I spent much of my last new post hailing a brave new world of modern dance. As is often the way, the song that follows a ground-breaking #1 proves the more things change the more they stay the same… Or something… For we are still firmly in the mid-1980s here – ‘peak mid-eighties’, if you will – and when the mid-1980s are giving us songs as fun as this, why would we want to leave?

I Knew You Were Waiting (For Me), by Aretha Franklin (her 1st and only #1) & George Michael (his 3rd of seven solo #1s)

2 weeks, from 1st – 15th February 1987

I love the revving guitar in the intro, and the glossy period-piece drums. It’s a lot beefier, a lot more upbeat than either of George Michael’s two previous chart-toppers. There’s a swagger to it, a confidence. It’s very ‘American’, for want of a more sensible expression. On ‘Careless Whisper’ and ‘A Different Corner’, Michael was sad and introspective. Here he’s bubbling with confidence. And that’s probably because he’s duetting with an icon. The motherfunking Queen. Of. Soul.

It’s Aretha who kicks off the first verse. In fact, Aretha takes control of the second verse, too. Make no mistake: this is her song. George Michael may have been one of the hottest pop stars on the planet, but he’s very much the understudy here. He was apparently terrified when he got the call – who wouldn’t be? – but he keeps up nicely. Like all the best duets, the couple riff off one another well: I kept my faith… sings George… I know ya did… replies Aretha.

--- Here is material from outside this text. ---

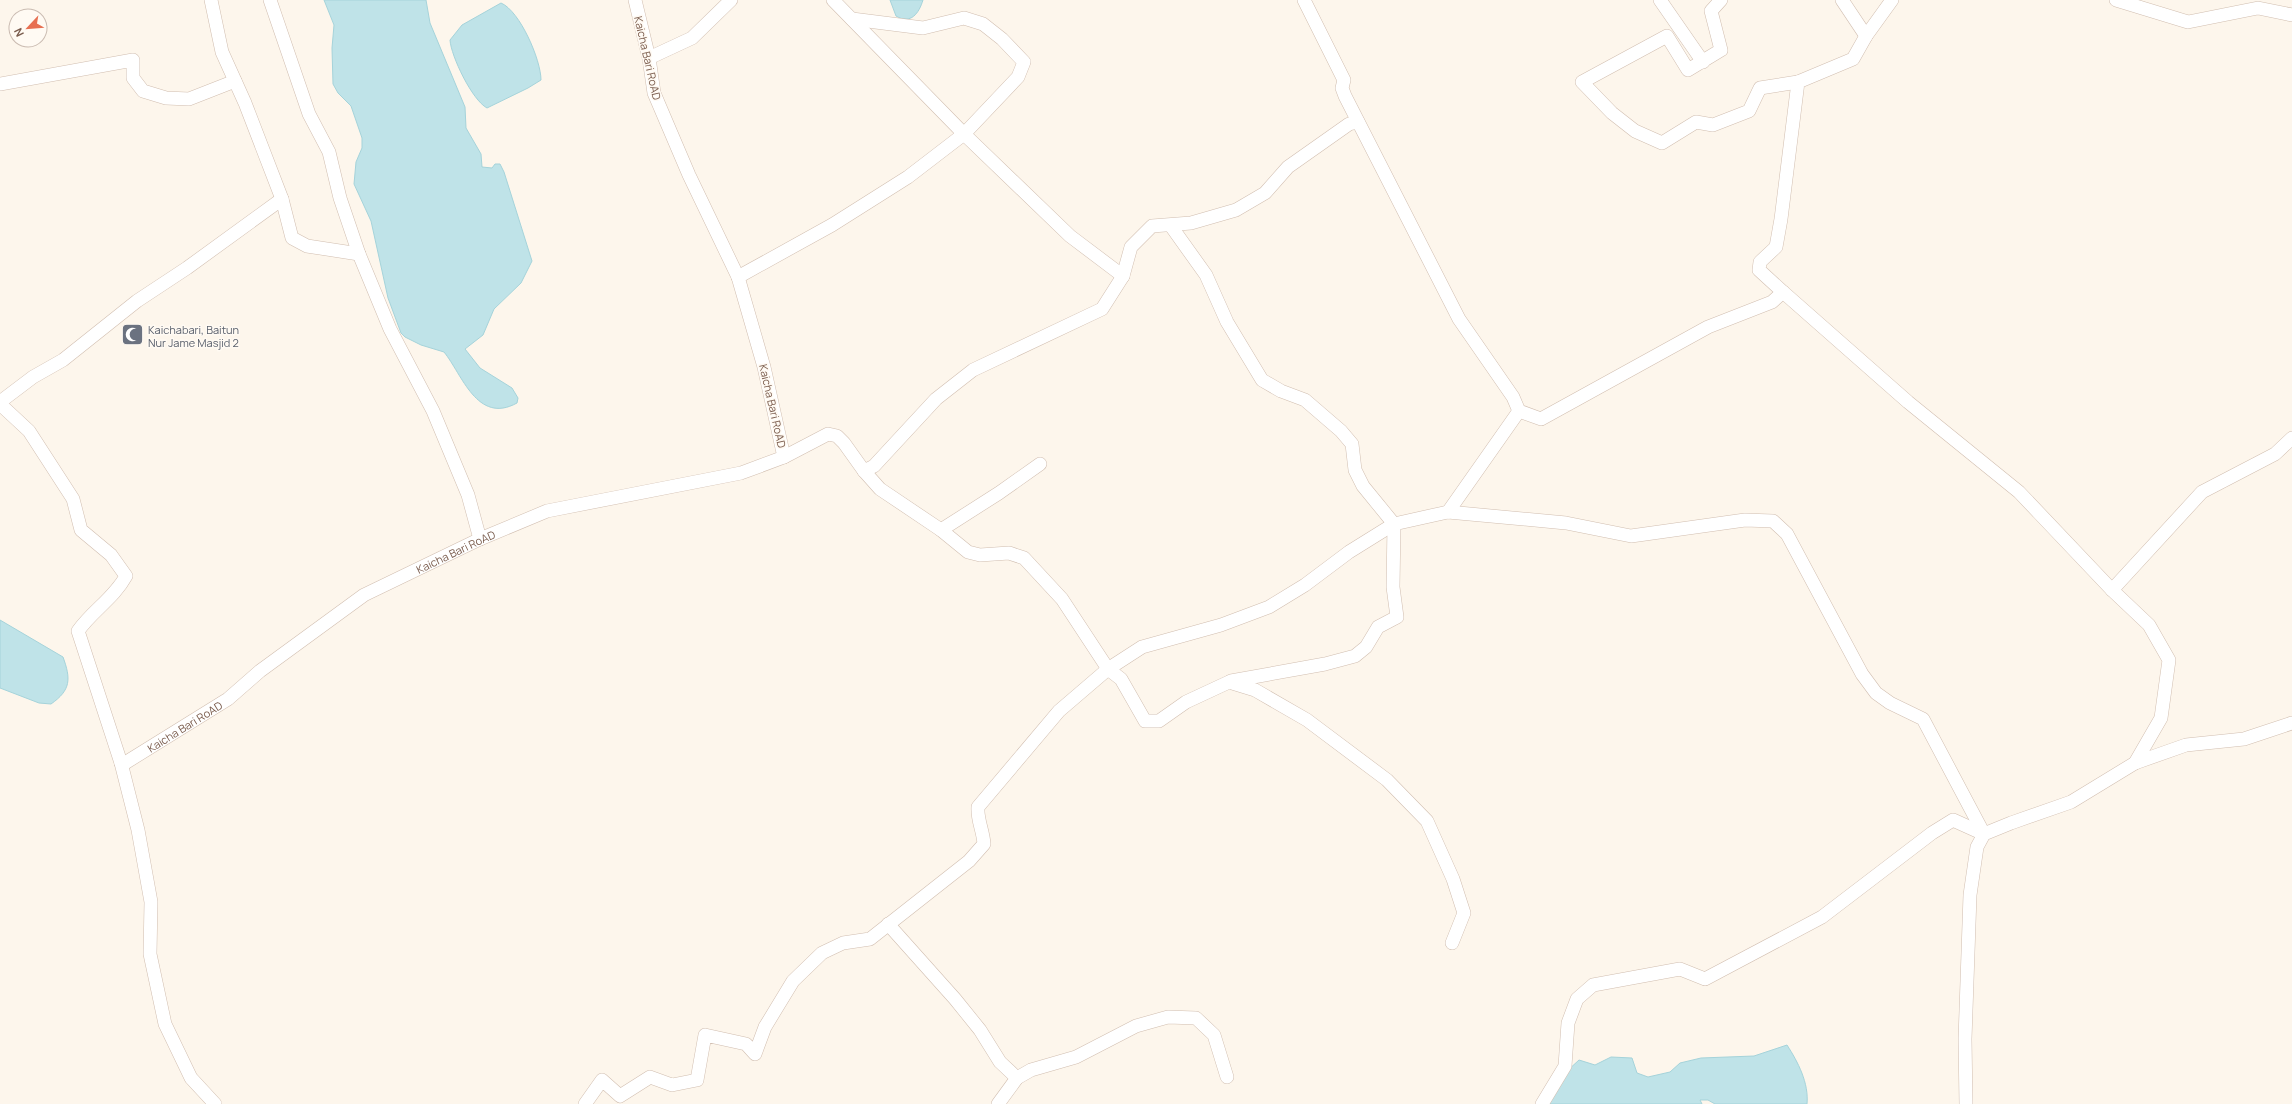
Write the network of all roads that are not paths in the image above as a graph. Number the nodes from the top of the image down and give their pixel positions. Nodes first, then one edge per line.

There’s a clear nod to a Motown classic in the chorus: When the river was deep, I didn’t falter… When the mountain was high, I still believed… Which is great. In the video, the pair perform in front of a screen showing other legendary duets – Ike and Tina, Sonny and Cher, Marvin Gaye and Tammi Terrell. And I also love the way Aretha starts letting loose in the second half of the song: belting, trilling and whooping, as if she knows this will (unjustly) be her one and only moment atop the British singles chart.

You could say that Franklin’s hit-scoring days were over by 1987, though it wouldn’t strictly be true – she had visited the Top 10 the year before in a duet with Eurythmics on ‘Sisters Are Doin’ It for Themselves’. But if we’re being honest, she never really scored many hits in the UK. She’d had just two Top 10 hits in the sixties – ‘Respect’ and ‘I Say a Little Prayer for You’ – and none in the seventies. In the US she was much more successful, but this record still brought about her first chart-topper since she’d spelled out those seven famous letters.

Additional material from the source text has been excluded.